Poran estuda Engenharia Florestal e pretende levar o conhecimento adquirido para a comunidade. Foto: Isaac Amorim
Para ele, o que traz enorme responsabilidade é a necessidade de “fazer política” dentro da universidade. “Não estamos aqui apenas para estudar. É necessário valorizar e mostrar a nossa luta, pois se não tivéssemos pedido respeito e exigido nossos direitos, não estaríamos aqui. As vagas que temos hoje foram conquistadas com muita luta. Apenas entrar e não levantar bandeira, não debater, não se mostrar, seria injusto. Nós temos um compromisso com a comunidade que deixamos e para onde regressaremos”, destaca.
O Centro de Convivência Multicultural dos Povos Indígenas, conhecido como Maloca, é uma das conquistas dos estudantes da UnB e aproxima as comunidades indígena e acadêmica. O local se tornou uma espécie de “segunda casa” onde eles se encontram, conversam e estudam. É um espaço aberto a toda a comunidade.
A Maloca, espaço de convivência na Universidade de Brasília, é fruto da luta dos estudantes indígenas. Foto: Isaac Amorim
Cotas e Enem
De acordo com MEC, os processos de seleção para ingresso de indígenas nas universidades são muito variados. A maioria das instituições criou metodologias específicas, tendo como exemplos mais usuais a indicação dos candidatos feita pelas comunidades e suas organizações indígenas, seguida de provas específicas e entrevistas ou apresentação de memoriais.
No âmbito do governo federal, o principal acesso se dá com a nota do Enem e por meio de processos como Sisu, para instituições públicas, e Prouni, com bolsas para instituições privadas.
Segundo o MEC, por meio do Sisu, sistema pelo qual instituições públicas de educação superior oferecem vagas a candidatos participantes do Enem, a Lei de Cotas reserva um percentual de vagas para indígenas. O número varia de acordo com o índice populacional dos indígenas apresentado no último Censo do IBGE para aqueles candidatos que estudaram em escolas públicas e que se autodeclararam indígenas.
Já o Programa Universidade para Todos (Prouni) foi criado com a finalidade de conceder bolsas de estudo, integrais e parciais, em cursos de graduação e sequenciais de formação específica, em instituições de ensino superior privadas, a estudantes oriundos de escolas públicas ou privadas com bolsa integral e cuja renda familiar per capita seja de até 3 (três) salários-mínimos, nos termos do § 1º e 2º da Lei nº 11.096, de 2005.
Além disso, a maioria das universidades criou reservas de vagas ou cotas especificamente para indígenas.
O MEC explica ainda que outra ação importante para garantir o espaço dos indígenas nas universidades foi o investimento em melhorias na Educação Básica das escolas indígenas.
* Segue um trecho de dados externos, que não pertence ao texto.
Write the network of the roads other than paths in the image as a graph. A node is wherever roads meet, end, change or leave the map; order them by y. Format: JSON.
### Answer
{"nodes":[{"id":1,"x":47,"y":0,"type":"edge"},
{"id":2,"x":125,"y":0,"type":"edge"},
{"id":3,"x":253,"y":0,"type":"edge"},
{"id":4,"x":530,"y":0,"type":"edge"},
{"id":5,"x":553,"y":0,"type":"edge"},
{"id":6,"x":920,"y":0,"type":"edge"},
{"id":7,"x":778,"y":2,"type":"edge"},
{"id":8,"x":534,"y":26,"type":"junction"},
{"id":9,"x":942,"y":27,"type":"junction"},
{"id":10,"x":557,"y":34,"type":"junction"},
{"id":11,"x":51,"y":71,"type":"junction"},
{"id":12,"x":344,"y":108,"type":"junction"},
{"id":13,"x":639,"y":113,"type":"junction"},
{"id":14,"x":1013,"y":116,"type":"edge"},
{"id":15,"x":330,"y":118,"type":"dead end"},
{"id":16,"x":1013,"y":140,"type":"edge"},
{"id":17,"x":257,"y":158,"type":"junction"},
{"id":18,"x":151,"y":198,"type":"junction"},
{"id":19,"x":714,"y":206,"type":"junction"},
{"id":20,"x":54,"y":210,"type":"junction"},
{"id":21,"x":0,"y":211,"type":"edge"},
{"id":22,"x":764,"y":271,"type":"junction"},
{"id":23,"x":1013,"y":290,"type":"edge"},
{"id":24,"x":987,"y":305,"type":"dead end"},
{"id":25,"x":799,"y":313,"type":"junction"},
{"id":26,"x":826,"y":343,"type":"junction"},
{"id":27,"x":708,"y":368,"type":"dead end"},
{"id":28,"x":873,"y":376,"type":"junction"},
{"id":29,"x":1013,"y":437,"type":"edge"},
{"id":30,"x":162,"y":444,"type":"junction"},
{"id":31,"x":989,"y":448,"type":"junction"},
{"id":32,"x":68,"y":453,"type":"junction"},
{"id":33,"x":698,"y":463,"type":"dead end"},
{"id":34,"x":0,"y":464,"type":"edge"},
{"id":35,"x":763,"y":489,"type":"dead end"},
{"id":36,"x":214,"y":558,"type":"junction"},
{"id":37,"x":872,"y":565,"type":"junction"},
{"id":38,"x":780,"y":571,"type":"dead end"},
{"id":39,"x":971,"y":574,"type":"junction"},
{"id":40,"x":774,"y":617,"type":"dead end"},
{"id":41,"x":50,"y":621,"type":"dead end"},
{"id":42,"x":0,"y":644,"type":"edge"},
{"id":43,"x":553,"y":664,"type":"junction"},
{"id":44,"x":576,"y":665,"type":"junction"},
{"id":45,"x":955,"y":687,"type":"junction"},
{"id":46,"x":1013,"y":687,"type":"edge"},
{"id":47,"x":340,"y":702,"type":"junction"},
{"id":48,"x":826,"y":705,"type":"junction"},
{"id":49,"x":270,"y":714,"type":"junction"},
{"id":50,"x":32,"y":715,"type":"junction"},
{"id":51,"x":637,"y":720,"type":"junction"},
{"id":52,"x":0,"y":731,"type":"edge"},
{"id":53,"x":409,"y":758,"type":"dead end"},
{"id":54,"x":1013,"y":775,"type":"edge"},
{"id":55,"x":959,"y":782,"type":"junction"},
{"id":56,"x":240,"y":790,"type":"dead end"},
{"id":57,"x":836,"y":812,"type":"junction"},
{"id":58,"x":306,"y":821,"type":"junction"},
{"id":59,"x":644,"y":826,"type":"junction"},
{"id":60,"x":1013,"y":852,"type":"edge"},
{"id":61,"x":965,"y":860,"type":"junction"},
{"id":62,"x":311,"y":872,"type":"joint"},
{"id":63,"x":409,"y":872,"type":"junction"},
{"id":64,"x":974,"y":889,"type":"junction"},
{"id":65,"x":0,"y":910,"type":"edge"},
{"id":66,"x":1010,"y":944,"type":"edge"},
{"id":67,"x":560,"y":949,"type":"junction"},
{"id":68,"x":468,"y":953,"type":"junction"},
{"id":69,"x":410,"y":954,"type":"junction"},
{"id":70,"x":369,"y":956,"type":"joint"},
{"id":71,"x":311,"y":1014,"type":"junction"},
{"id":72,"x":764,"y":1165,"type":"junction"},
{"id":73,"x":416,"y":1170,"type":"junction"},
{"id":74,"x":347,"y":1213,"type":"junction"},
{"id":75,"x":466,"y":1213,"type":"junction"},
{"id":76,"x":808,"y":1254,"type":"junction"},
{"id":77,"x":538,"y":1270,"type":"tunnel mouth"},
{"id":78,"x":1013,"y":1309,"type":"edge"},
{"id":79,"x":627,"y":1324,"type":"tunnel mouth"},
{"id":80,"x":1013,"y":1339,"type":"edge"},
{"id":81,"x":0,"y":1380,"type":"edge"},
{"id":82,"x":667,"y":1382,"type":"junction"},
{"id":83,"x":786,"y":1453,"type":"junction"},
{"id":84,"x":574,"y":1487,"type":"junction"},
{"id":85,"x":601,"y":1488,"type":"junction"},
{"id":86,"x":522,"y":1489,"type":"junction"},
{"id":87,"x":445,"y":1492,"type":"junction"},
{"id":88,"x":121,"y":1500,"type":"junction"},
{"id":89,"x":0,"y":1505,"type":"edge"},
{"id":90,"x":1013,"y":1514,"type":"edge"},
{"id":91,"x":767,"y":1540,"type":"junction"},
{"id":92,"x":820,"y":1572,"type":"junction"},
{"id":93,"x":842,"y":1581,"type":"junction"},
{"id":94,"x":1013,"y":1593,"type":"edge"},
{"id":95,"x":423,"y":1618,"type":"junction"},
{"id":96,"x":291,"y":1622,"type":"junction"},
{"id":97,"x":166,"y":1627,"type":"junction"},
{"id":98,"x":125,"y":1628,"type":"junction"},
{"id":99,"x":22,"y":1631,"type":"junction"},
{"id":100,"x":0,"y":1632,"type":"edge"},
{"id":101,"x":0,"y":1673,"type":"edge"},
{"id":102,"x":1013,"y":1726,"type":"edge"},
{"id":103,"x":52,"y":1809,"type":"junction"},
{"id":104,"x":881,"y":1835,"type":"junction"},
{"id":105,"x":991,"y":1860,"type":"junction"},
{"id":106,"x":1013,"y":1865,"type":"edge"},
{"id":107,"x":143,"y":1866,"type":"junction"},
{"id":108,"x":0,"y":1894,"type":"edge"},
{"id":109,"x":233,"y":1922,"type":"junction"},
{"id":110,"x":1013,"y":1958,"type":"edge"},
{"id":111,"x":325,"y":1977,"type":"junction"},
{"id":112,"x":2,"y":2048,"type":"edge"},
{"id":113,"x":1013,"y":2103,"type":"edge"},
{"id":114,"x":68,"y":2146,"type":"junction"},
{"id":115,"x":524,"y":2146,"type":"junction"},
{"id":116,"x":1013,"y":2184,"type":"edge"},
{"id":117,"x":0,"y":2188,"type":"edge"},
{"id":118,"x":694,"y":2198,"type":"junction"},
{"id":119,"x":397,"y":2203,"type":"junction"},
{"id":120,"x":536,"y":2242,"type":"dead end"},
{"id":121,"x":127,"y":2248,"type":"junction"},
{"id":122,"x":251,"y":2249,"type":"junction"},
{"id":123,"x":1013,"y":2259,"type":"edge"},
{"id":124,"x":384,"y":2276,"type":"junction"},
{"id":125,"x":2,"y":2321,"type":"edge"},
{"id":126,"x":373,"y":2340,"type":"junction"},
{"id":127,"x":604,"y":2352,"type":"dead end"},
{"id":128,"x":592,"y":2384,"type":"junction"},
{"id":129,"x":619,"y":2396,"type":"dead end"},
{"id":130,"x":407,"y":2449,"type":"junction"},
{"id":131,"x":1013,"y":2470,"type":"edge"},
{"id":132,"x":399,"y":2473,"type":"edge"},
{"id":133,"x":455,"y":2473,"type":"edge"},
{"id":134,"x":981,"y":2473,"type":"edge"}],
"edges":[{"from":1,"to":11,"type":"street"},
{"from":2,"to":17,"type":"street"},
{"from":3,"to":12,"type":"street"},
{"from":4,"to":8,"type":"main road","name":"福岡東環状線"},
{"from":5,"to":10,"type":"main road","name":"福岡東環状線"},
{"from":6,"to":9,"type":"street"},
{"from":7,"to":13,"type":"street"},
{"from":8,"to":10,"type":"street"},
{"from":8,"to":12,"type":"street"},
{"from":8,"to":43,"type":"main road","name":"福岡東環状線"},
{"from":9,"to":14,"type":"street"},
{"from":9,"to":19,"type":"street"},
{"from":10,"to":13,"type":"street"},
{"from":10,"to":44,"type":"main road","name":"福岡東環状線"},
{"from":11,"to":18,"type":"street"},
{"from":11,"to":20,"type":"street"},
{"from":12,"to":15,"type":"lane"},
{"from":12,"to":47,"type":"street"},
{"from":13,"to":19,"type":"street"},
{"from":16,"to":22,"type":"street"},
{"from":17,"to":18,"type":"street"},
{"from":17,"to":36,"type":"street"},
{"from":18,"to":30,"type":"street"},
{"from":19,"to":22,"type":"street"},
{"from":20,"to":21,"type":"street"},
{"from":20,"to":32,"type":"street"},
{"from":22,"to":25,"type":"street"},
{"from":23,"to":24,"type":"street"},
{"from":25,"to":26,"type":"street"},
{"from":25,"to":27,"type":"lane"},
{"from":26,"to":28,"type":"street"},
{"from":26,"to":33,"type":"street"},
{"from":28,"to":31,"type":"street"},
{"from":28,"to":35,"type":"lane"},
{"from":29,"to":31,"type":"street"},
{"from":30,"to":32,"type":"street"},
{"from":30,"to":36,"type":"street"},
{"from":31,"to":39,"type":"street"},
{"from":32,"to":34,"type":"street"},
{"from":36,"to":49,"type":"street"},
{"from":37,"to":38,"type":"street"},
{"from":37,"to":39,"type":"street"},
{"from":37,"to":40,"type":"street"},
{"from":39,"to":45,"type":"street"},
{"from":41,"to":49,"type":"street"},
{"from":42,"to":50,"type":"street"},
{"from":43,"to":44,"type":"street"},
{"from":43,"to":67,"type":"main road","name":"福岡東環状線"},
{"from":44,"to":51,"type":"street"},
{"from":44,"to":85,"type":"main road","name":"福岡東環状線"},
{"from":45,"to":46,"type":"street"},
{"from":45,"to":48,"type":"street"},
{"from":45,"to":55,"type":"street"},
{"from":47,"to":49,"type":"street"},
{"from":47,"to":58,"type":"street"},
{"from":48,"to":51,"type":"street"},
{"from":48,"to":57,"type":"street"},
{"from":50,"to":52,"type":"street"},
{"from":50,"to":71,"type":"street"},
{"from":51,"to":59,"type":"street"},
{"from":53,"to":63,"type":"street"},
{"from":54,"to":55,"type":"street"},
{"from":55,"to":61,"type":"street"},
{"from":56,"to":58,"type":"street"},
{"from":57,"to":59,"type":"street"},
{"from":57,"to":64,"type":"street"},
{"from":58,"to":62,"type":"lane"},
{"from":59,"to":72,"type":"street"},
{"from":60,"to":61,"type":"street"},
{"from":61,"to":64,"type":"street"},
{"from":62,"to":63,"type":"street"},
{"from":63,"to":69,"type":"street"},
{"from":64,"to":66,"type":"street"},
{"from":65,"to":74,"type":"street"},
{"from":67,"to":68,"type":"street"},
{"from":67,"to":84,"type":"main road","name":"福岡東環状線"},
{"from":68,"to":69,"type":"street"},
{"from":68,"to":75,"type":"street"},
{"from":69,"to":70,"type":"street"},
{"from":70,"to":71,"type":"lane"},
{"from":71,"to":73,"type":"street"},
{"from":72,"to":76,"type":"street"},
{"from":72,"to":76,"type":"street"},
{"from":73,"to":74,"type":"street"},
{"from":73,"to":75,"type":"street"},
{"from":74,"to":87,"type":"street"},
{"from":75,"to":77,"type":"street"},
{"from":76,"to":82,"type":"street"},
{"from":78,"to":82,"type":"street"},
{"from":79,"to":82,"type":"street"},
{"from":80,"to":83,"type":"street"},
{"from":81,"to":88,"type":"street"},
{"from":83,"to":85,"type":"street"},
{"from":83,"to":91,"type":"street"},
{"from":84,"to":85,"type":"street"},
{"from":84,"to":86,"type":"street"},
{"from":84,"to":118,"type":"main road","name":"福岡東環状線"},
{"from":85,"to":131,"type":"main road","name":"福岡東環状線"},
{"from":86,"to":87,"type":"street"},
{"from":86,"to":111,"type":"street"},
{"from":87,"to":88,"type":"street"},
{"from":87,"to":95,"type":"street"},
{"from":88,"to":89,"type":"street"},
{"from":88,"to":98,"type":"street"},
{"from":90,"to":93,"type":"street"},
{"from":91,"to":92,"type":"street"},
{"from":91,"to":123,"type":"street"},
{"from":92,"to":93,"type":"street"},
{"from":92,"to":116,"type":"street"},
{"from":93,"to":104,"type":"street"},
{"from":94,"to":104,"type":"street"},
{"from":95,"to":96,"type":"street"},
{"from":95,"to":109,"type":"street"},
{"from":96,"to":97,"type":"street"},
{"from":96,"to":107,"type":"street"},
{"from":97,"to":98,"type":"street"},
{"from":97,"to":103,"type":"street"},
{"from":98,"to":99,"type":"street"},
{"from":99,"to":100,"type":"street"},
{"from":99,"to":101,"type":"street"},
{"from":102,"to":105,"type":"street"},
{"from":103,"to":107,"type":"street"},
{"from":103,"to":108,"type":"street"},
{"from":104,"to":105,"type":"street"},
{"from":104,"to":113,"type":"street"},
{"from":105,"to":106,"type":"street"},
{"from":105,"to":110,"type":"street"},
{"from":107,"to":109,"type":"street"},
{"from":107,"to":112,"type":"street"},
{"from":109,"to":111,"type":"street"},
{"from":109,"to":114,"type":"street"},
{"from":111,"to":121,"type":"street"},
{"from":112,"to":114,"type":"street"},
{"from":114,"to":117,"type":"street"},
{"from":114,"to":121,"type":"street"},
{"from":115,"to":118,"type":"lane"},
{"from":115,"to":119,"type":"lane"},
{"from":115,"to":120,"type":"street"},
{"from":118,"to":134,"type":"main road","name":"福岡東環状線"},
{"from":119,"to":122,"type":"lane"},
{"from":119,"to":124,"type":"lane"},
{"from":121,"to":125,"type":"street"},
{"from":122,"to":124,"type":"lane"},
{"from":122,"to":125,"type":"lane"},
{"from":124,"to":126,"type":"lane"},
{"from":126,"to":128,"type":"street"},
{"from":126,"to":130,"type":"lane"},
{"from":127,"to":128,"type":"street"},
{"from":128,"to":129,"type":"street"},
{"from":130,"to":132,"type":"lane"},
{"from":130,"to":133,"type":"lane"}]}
Nos últimos anos, o governo federal investiu na Licenciatura Intercultural, voltada para a formação de professores indígenas que atuam nos anos finais do Ensino Fundamental e no Ensino Médio das escolas indígenas. Só em 2017, foram mais de 2,7 mil educadores atendidos pelo programa em 16 instituições de 14 estados brasileiros.
Permanência
Os estudantes indígenas comemoram o aumento no número de matrículas mas dizem que o ingresso nas universidades não é hoje a parte mais difícil. Além de Awámirim, a aluna de mestrado da Faculdade de Saúde da UnB, Rayanne Cristine Máxima França, diz que a permanência é o grande desafio para eles. Muitos precisam se mudar de onde moram e encontram dificuldades em garantir o sustento nos centros urbanos.
O MEC afirma que muitas universidades promovem ações de permanência para estes estudantes. No âmbito das políticas de assistência estudantil, a pasta oferece o Programa Bolsa Permanência, que atende de modo diferenciado indígenas e quilombolas. O recurso é pago diretamente ao graduando por meio de um cartão de benefício. O valor da bolsa é de R$ 400.
Na UnB, o Projeto Raízes seleciona estudantes veteranos como tutores de novos universitários. A iniciativa favorece o desenvolvimento acadêmico e a integração social e cultural. Além de estudantes indígenas, o programa atende refugiados.